Allen involved a New York statute permitting the Board of Education to loan secular textbooks approved by the Board of Education to students in both public and private schools at the request of the student. In the briefs and oral argument before the Supreme Court all parties to Allen suggested that in practice the authorities in the private schools submitted the request of the individual students to the Department of Education; that the books were delivered to the private schools and were allowed to be kept in the private schools. The Supreme Court approved the practice and declared it to be nonviolative of the Establishment Clause.

In Schempp the Court gave joint treatment to the basic questions arising under two slightly different factual situations. One was a public law of the Commonwealth of Pennsylvania which required that at least ten verses from the Holy Bible be read without comment at the opening of each public school on each school day. The other was a rule adopted by the Board of School Commissioners of Baltimore City, Maryland, providing for the holding of opening exercises in the schools of Baltimore consisting primarily of reading, without comment a chapter in the Holy Bible and/or the use of the Lord's Prayer. Schempp held both practices to be violative of the Federal Constitution as being exercises of a religious character, and, therefore, not neutral, religion vis-a-vis "secularism."

Everson v. Board of Education, 330 U.S. 1, 67 S.Ct. 504, dealt with a statute authorizing reimbursement of parents for fares paid public carriers for the transportation of children attending public and Catholic schools. Mr. Justice Black, speaking for the majority, declared that the statute had not breached the wall between church and state which was erected by the First Amendment.

The difference between the actions found to be permissible in Everson and Allen and the practices barred by the First Amendment in Schempp, it is obvious, was that the impermissible action had an essentially religious purpose and its effect was primarily to advance the Christian religion and inhibit other religions or what Mr. Justice Clark described in Schempp as the "religion of secularism."

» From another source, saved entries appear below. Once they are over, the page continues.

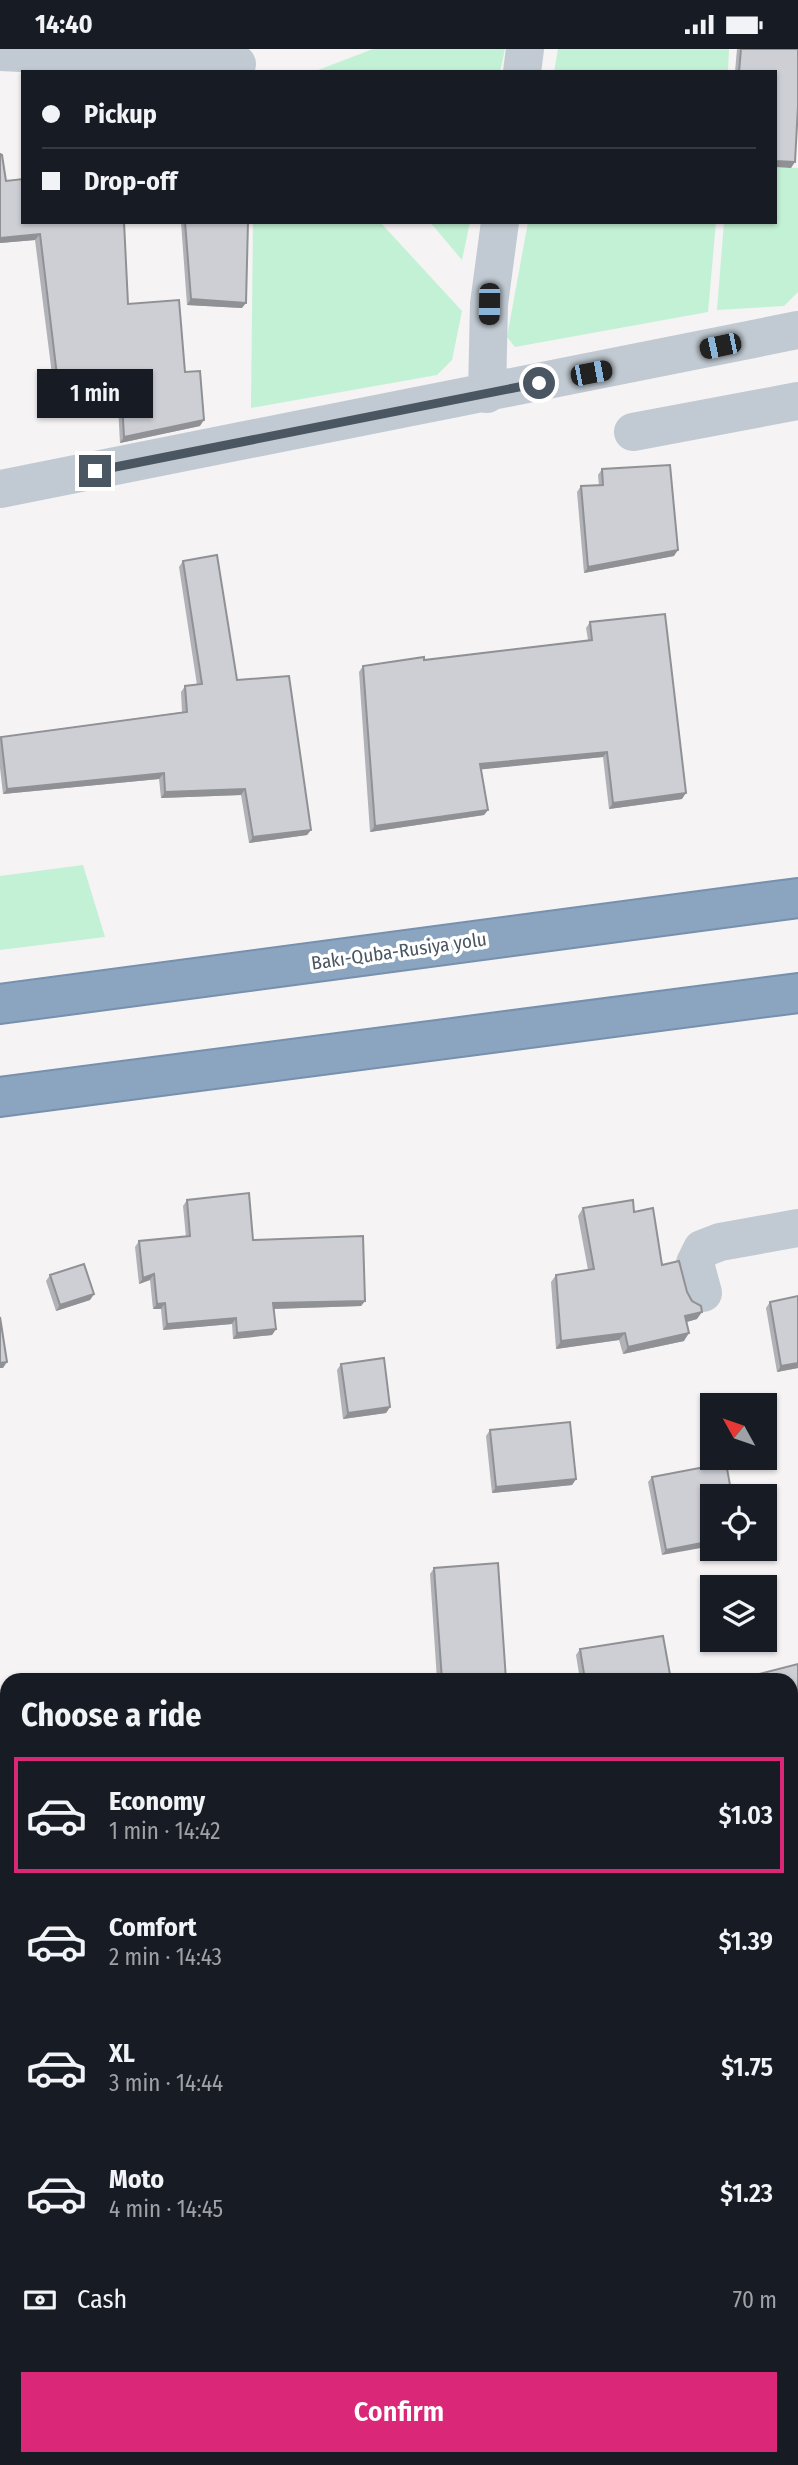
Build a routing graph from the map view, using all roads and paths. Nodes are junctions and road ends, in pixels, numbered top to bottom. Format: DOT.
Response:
graph roads {
  1 [pos="525,49"];
  2 [pos="0,52"];
  3 [pos="237,64"];
  4 [pos="522,70"];
  5 [pos="500,224"];
  6 [pos="798,330"];
  7 [pos="487,394"];
  8 [pos="798,401"];
  9 [pos="633,432"];
  10 [pos="0,489"];
  11 [pos="798,898"];
  12 [pos="798,993"];
  13 [pos="0,1005"];
  14 [pos="0,1097"];
  15 [pos="798,1228"];
  16 [pos="703,1293"];
  1 -- 4 [label="street"];
  2 -- 3 [label="street"];
  5 -- 7 [label="street"];
  6 -- 7 [label="street"];
  7 -- 10 [label="street"];
  8 -- 9 [label="street"];
  11 -- 13 [label="highway, Bakı-Quba-Rusiya yolu"];
  12 -- 14 [label="highway"];
  15 -- 16 [label="street"];
}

There is no gainsaying there is religious significance in a recitation of the Lord's Prayer or Bible reading. It is difficult to see the religious significance in riding on a bus, even a bus having as its ultimate destination a parochial school, or reading a textbook on mathematics, even if the reading is done in the basement of a Catholic Church which is free of religious trapping or in the recreation hall of a Jewish Synagogue.

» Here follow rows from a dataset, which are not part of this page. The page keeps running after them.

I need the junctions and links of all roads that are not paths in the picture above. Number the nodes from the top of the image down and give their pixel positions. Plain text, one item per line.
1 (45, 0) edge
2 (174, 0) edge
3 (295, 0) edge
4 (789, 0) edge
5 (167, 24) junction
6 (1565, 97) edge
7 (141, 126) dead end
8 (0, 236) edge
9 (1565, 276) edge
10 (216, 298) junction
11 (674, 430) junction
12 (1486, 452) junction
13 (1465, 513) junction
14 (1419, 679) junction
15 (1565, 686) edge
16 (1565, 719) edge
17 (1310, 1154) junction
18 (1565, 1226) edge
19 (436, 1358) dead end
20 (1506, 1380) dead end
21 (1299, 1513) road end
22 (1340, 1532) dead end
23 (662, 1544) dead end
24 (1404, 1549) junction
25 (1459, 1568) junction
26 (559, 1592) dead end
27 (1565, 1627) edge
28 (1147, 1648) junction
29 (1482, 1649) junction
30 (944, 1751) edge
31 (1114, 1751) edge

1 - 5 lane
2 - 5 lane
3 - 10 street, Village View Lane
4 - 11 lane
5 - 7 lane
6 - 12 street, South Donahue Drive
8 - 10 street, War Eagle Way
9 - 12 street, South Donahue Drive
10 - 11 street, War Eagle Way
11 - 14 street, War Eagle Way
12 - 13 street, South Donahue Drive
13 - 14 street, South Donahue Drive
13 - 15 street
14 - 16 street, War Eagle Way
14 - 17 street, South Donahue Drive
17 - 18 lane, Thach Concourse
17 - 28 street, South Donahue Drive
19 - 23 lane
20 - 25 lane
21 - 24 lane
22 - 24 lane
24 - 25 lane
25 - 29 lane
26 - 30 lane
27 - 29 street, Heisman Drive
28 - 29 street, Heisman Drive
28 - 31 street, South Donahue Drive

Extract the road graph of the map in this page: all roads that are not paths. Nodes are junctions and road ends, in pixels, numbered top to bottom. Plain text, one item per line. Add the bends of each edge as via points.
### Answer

The appellants in Allen asserted that all church-related education constitutes religious education and is, accordingly, disqualified from government aid. Their position rested on two related premises:

(1) That church-related education is one single enterprise rendered religious by the atmosphere and the motivation of the teachers, and

(2) That parochial schools employ teaching practices which implicitly permeate all subjects with religion.

A majority of the Court in Allen rejected the "single enterprise" view and adopted a "dual education" thesis.

The Court declared that parochial schools pursue both sectarian and secular goals. Allen v. United States, 392 U.S. at page 245, 88 S.Ct. 1923. The opinion referred to this view as having been "long recognized." The secular function, the Court said, is constitutionally qualified for aid while the sectarian function is not.

Mr. Justice Douglas, dissenting in Allen, accepted as an irrefutable presumption that there is no standard by which secular and religious textbooks can be distinguished from each other. The majority promptly rejected this conclusion, pointing out that public school officials are already required to distinguish and exclude religion when selecting texts for public school use.

I know of no reason to believe the Supreme Court of the United States will retreat from its "dual function" concept and will in the future hold that aid to the secular function of a parochial school is constitutionally impermissible.

The narrow questions, it seems to me, become, does the statute now under consideration,

(a) have as its purpose aid to the secular function of private schools, and

(b) is its primary effect to advance or inhibit religion?

Our proposed statute authorizes administrative units, in the circumstances there described, to contract and pay for secular educational services from nonpublic schools.

Secular education service is defined as providing instruction in a secular subject. This term is described as

"any course which is presented in the curricula of the public schools of the State, and shall not include any subject matter expressing religious teaching, or the morals or forms of worship of any sect."

The Act would permit the administrative unit to pay the reasonable cost of textbooks which are used in the public schools of secular subjects, lay teachers' salaries, teaching materials such as chalk, pencils, etc., to be furnished students in elementary nonpublic schools who would be entitled to attend elementary public schools if they so desired.

The Act itself describes its purpose as public, i.e., the education of children at the elementary level. The Legislature, if it enacts the proposed statute in its present form, will declare a secular legislative purpose.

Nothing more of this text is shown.